## WORK REQUEST:
Lines from the listing below that contain the string "Cárdenas" are to be reported.

## MATERIAL FOR THIS TASK:

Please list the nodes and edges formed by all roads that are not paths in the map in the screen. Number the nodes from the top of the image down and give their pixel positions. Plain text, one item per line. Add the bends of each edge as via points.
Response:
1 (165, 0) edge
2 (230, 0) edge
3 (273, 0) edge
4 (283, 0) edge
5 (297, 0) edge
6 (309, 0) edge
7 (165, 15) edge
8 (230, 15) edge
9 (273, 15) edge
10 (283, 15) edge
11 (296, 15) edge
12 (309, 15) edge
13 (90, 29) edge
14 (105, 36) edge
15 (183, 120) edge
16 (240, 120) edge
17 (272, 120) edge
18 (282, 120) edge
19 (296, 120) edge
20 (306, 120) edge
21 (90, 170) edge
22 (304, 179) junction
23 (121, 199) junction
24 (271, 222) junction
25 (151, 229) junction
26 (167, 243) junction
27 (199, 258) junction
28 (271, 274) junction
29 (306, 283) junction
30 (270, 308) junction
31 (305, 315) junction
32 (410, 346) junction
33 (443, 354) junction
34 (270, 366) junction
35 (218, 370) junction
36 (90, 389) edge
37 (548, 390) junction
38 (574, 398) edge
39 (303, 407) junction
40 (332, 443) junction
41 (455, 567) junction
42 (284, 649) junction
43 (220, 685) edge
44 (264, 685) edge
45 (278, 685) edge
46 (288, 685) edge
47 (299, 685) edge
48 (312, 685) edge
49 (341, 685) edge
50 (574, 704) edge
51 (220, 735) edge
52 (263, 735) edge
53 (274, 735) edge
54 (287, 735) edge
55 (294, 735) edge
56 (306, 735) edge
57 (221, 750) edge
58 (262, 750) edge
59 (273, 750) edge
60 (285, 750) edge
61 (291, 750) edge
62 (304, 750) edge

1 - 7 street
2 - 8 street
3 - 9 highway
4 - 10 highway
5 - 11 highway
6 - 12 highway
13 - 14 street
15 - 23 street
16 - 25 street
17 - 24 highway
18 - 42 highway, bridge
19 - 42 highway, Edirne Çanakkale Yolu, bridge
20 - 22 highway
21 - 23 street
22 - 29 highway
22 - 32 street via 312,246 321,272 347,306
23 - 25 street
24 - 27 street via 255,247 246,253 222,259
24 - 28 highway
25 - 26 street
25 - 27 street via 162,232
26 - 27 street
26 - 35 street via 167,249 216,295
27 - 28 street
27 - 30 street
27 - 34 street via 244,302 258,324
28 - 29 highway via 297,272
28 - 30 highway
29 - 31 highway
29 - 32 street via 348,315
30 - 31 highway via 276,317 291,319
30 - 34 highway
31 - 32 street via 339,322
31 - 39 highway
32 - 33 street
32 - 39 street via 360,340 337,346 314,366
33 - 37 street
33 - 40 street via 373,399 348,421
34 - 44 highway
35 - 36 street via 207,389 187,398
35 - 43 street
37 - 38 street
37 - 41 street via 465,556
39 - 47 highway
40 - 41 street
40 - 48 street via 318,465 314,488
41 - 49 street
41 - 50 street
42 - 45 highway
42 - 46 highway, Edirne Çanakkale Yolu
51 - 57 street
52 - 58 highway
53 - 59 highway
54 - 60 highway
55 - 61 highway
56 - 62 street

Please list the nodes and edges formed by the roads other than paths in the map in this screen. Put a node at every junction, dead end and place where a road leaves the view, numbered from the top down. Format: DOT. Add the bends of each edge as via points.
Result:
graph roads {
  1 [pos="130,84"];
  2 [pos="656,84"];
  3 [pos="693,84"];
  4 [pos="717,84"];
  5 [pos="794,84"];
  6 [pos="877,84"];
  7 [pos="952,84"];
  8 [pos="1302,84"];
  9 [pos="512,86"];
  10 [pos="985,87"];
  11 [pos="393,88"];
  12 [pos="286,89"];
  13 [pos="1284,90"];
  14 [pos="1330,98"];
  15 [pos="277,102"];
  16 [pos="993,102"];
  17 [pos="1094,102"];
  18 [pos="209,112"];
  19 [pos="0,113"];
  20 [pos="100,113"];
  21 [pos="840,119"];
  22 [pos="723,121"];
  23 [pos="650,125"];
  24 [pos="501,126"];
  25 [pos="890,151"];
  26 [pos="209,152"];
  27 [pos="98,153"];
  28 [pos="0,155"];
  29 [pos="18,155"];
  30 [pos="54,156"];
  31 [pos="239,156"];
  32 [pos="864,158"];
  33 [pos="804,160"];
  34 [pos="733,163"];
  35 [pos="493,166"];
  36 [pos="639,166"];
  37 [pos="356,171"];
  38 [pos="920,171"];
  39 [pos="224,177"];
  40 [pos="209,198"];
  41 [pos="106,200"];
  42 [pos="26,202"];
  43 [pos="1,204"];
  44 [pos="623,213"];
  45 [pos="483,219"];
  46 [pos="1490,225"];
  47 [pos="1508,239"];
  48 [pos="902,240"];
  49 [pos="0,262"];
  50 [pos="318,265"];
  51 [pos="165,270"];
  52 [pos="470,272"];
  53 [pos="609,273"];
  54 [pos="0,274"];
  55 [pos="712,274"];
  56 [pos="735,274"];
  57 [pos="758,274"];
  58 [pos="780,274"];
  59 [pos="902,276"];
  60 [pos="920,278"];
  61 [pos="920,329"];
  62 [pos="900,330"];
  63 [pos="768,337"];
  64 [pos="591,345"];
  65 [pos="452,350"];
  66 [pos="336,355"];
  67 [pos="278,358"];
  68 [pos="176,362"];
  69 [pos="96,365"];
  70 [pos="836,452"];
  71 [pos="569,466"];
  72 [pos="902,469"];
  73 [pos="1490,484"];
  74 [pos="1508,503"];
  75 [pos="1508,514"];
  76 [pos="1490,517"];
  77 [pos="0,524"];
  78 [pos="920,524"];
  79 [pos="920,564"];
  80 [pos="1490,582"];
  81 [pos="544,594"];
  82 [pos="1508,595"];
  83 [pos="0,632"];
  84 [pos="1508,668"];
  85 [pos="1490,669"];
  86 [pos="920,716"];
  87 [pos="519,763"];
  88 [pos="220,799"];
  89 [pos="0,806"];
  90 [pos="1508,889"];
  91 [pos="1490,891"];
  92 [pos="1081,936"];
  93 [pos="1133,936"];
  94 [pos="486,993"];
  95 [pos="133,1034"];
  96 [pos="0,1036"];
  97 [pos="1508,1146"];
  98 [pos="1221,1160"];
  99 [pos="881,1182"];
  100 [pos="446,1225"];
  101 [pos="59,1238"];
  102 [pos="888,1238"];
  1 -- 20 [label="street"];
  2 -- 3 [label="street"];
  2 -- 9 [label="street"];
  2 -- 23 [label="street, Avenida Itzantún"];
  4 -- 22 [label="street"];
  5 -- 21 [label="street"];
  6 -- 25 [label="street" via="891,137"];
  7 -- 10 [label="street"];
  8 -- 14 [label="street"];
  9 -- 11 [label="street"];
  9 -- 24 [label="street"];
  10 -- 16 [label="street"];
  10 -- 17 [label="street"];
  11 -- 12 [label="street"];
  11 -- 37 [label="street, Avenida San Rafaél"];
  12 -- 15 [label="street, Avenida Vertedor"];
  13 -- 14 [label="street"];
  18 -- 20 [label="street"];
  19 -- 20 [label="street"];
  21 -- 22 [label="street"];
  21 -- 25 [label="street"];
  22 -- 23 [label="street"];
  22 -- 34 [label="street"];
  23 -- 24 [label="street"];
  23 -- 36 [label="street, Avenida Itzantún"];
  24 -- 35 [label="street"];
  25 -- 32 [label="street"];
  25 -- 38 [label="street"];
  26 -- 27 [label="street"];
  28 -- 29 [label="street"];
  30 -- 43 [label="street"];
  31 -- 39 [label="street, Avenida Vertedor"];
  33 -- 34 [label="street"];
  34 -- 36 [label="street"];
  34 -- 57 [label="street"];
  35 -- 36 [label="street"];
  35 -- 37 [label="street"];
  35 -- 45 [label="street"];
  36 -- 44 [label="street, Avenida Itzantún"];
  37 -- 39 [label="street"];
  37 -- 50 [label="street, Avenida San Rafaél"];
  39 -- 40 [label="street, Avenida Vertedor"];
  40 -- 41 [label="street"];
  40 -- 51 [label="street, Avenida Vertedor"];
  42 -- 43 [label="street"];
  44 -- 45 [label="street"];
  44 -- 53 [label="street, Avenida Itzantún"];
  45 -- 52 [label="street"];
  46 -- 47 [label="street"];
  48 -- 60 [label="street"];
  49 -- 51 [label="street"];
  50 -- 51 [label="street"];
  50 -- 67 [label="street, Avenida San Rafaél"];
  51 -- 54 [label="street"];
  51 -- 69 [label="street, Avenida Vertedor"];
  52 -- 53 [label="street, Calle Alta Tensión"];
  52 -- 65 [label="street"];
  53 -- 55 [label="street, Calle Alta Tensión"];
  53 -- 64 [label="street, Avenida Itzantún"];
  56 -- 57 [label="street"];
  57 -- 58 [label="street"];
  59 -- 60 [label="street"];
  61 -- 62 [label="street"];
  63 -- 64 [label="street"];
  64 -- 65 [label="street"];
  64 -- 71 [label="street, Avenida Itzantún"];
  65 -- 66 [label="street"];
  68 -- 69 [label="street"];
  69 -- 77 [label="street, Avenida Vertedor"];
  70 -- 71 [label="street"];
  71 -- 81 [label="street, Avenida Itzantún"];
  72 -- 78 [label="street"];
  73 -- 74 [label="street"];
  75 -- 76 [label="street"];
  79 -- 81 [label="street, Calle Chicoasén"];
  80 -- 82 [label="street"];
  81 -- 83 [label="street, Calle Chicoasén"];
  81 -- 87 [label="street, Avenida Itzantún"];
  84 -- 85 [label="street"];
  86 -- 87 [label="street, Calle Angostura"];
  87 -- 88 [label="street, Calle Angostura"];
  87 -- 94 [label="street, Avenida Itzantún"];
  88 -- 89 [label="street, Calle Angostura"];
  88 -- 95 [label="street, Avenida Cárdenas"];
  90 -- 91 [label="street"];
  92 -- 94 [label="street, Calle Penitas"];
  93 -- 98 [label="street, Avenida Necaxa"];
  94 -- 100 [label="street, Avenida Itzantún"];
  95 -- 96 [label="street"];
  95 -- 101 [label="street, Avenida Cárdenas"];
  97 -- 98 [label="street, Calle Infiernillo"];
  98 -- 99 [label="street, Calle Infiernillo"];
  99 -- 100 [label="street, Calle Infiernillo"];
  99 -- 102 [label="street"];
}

## RESPONSE AREA:
  88 -- 95 [label="street, Avenida Cárdenas"];
  95 -- 101 [label="street, Avenida Cárdenas"];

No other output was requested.